"Seni tekrar uyarmam Sinan ağzından çıkanlara dikkat et?"

"Egeee yeter artık ağzından çıkanları kulakların duysun. Kaç yıllık dostum var karşında."

"Sende kulaklarını aç beni iyi dinle Ahmet Çelik kaç yıllık dostum dediğin adamdan ilk darbeni çok sert yiyeceksin ama ben kılımı dahi kıpırdatmayacağım."

"Bak evlat ben-"

"Tek bir kelime daha edersen senin canını alırım. Uygar yürü."

"Abiii evinde bana da bir oda var mı birkaç günlüğüne."

"Olmaz olur mu baş belası yürü hadi."

"Eliz kızım sen nereye?"

"Kusura bakma annecim siz bunu hakettiniz. Ben yukarıdan çantamı alıp geliyorum hemen."

Hep birlikte salondan çıkarken kucağımdaki kadının tepkisizliğine baktım.

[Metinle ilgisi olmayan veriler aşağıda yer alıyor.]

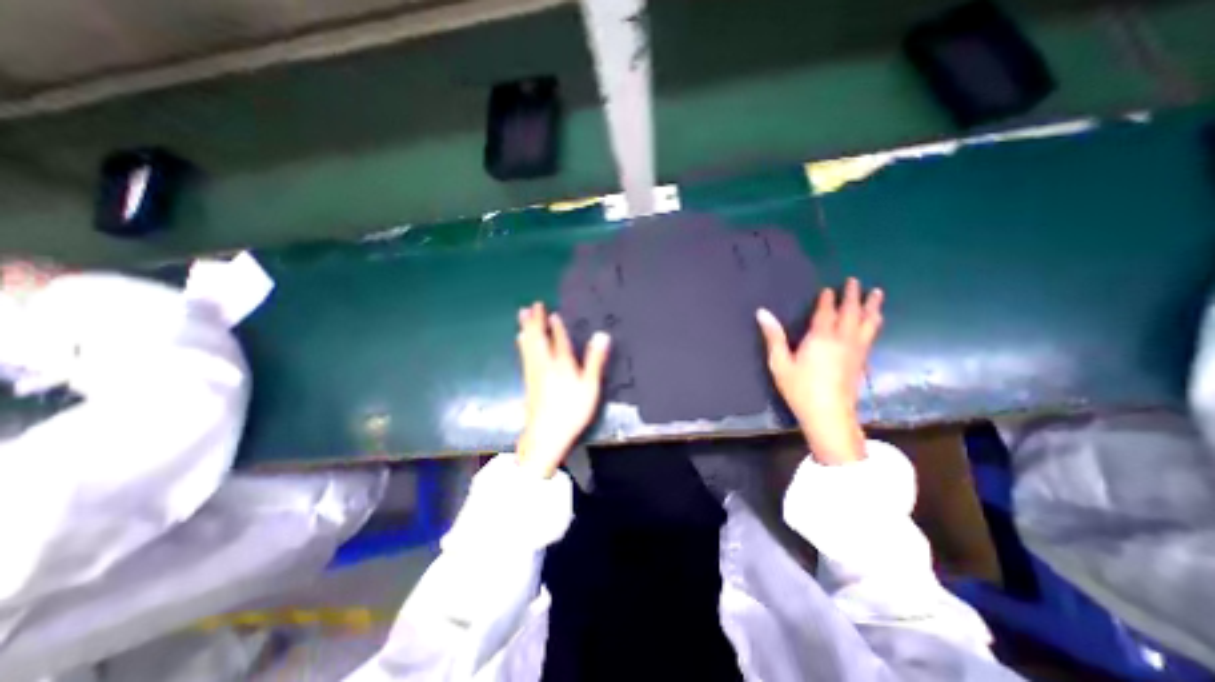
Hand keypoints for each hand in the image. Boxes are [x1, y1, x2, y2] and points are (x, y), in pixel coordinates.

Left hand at [513, 300, 612, 476]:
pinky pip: (524, 354)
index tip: (552, 312)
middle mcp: (544, 364)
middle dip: (536, 321)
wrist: (545, 436)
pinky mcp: (528, 380)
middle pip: (538, 338)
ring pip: (528, 345)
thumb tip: (602, 335)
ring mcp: (534, 372)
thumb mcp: (589, 387)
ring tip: (521, 315)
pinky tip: (520, 341)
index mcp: (561, 363)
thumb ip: (595, 360)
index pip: (558, 339)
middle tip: (533, 305)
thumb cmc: (571, 411)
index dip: (556, 326)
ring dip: (526, 328)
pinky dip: (523, 343)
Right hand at [757, 277, 882, 462]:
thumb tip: (762, 312)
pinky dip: (874, 324)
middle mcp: (842, 340)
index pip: (826, 313)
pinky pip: (871, 335)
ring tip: (877, 294)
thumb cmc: (800, 389)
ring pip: (868, 323)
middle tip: (856, 281)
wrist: (829, 415)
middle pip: (851, 313)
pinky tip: (874, 323)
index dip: (827, 300)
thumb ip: (774, 337)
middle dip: (853, 297)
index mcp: (821, 338)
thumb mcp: (779, 363)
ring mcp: (856, 351)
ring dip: (871, 307)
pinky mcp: (862, 362)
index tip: (829, 288)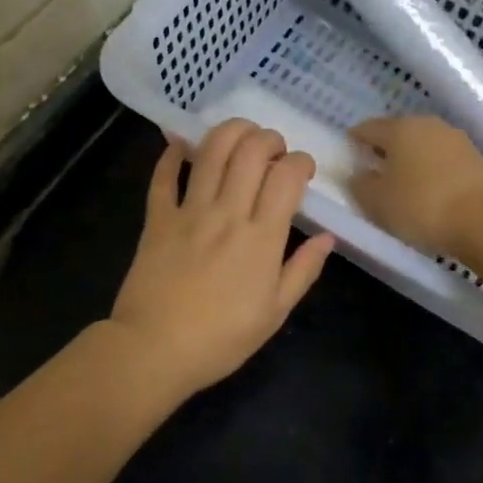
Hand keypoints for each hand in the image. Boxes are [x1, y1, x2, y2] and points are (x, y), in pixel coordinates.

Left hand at [106, 119, 335, 403]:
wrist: (155, 350)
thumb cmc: (221, 339)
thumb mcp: (275, 313)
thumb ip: (303, 271)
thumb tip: (327, 237)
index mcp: (262, 237)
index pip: (286, 177)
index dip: (300, 162)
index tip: (303, 170)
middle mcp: (227, 213)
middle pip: (251, 152)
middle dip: (269, 139)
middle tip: (274, 150)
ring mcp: (189, 212)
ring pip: (211, 152)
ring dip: (230, 132)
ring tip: (241, 135)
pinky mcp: (157, 218)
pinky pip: (163, 176)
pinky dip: (172, 154)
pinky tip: (181, 144)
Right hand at [349, 115, 482, 256]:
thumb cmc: (421, 206)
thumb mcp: (376, 201)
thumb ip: (360, 185)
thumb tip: (359, 175)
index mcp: (399, 128)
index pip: (367, 128)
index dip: (353, 141)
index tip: (348, 157)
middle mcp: (428, 124)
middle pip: (397, 134)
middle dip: (384, 151)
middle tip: (372, 173)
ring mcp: (456, 140)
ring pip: (422, 146)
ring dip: (410, 161)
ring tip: (401, 186)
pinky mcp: (477, 159)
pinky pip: (443, 162)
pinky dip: (431, 172)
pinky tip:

Ağzını açıp tek kelime etme etmemişti. Birde avukat olacağım diye konuşuyordu. Bir müvekkili nasıl savunacaktı. Eliz'inde aşağı inmesi ile evden çıktık.

Yağmur'u arkaya Eliz ve Alin'in yanına bırakarak kendimde sağ koltuğa geçtim. Uygar'ın da şoför koltuğuna geçmesi yola koyulduk.

"Şu bizim balıkçıya gidelim ne dersiniz. Yağmur yer misin balık."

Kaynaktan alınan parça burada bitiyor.